Last week, the CFTC issued a “Digital Assets Primer” that was published by its LabCFTC. If you had just arrived in the 21st century from another time or planet, this 36-page PowerPoint-style presentation would provide you with a good foundation in this asset and the CFTC’s framework for regulating it. The CFTC makes clear that the Primer is purely an educational tool and does not state CFTC policy, endorse any financial products, or assert jurisdiction over any particular digital asset. Here are the high points of what is, essentially, a public service of LabCFTC.
Definitions: The Primer defines a “digital asset” as “anything that can be stored and transmitted electronically, and has associated ownership or use rights,” and explains that, in order to function, digital assets require an ecosystem that includes basic technology building blocks, such as a platform, code developers, a network to transfer, and entities to track the assets. The Primer defines “virtual currency” as a specific type of digital asset -- a digital representation of value whose intended purpose is to serve as a medium of exchange. As an example, the Primer cites bitcoin, which is a “convertible” virtual currency because it can be exchanged for fiat currency.
Regulation: The Primer balances the benefits of digital assets—increased transaction speed and efficiency, greater financial inclusion and liquidity, among other things—against the typical risks related to trading in financial instruments, such as market manipulation and illicit transactions, as well as risks unique to digital assets, such as cybersecurity, potential failure of systems, consumption of resources (presumably by crypto miners), and governance issues. The key actors in the development of digitals are government regulators—the CFTC, SEC, FinCEN, the OCC and the Fed—and private stakeholders, including developers, participants in the financial markets, and trade associations. Coordination among these actors helps ensure that any new rules and regulations will be developed in a way that accommodates digital products.

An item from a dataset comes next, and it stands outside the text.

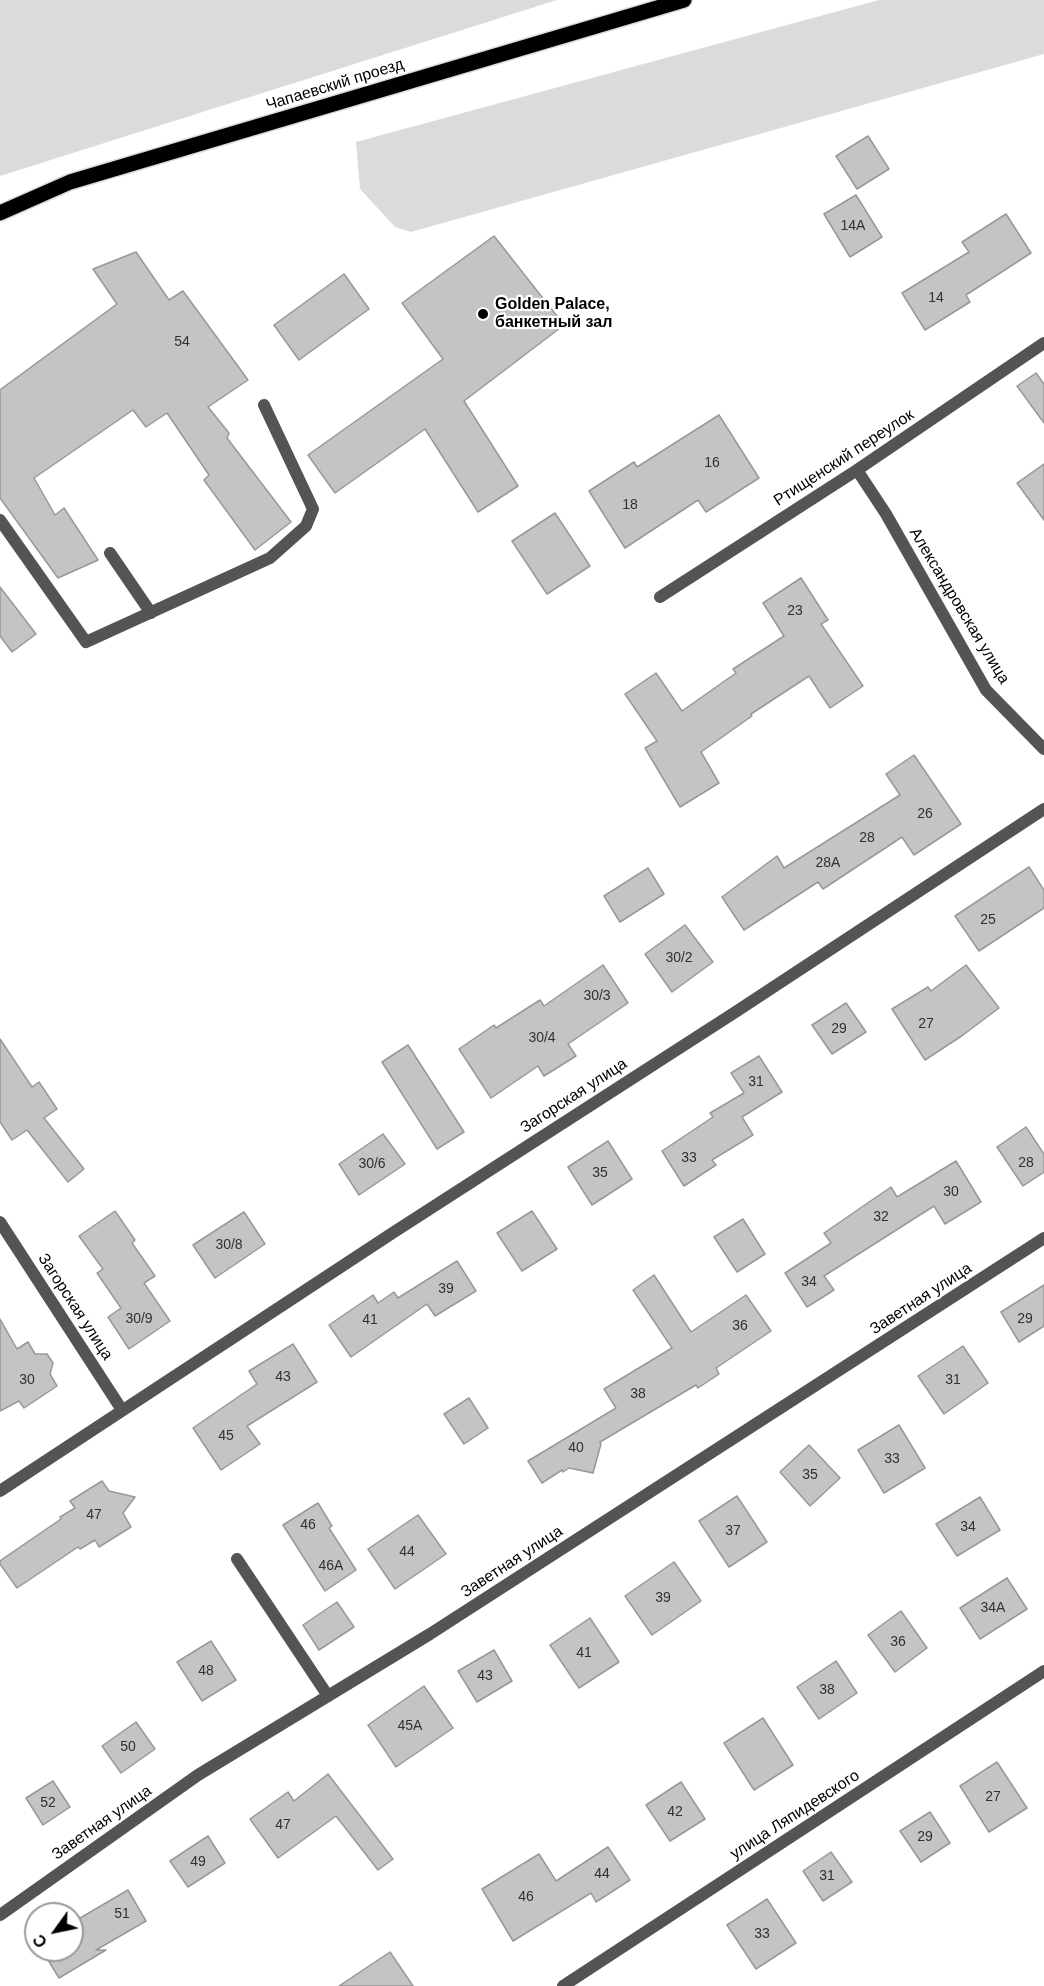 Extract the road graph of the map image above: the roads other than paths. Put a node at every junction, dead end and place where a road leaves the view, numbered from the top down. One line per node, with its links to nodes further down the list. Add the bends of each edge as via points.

CFTC Regulation: The Primer explicates the CFTC’s role with respect to digital assets. For starters, the definition of “commodity” is broad enough to include non-tangible commodities, which could include digital assets, and certain digital assets might constitute swaps or other derivatives. The CFTC’s jurisdiction over virtual currencies has been confirmed since 2015 through a series of cases—both CFTC findings in administrative proceedings as well as federal court decisions—and CFTC guidance and pronouncements. In addition, the CFTC’s jurisdiction over leveraged retail commodity transactions—those contracts that don’t result in actual delivery within 28 days—is relevant to virtual currency, as the Commission explained in guidance from earlier this year, which explained “actual delivery” in the context of virtual currency transactions. The CFTC’s jurisdiction would also extend to those market participants and intermediaries involved in transactions in digital assets that constitute derivatives.
The Primer also points out the relevance of anti-money laundering regulation, since the CFTC has recently actively joined the ranks of AML enforcers. The CFTC joined with the SEC and FinCEN in 2019 to issue a joint statement reminding entities engaged in digital asset transactions to comply with the anti-money laundering requirements of the Bank Secrecy Act. This statement presaged the CFTC’s recent entry into BSA enforcement, including an action against an offshore cryptocurrency derivatives trading platform.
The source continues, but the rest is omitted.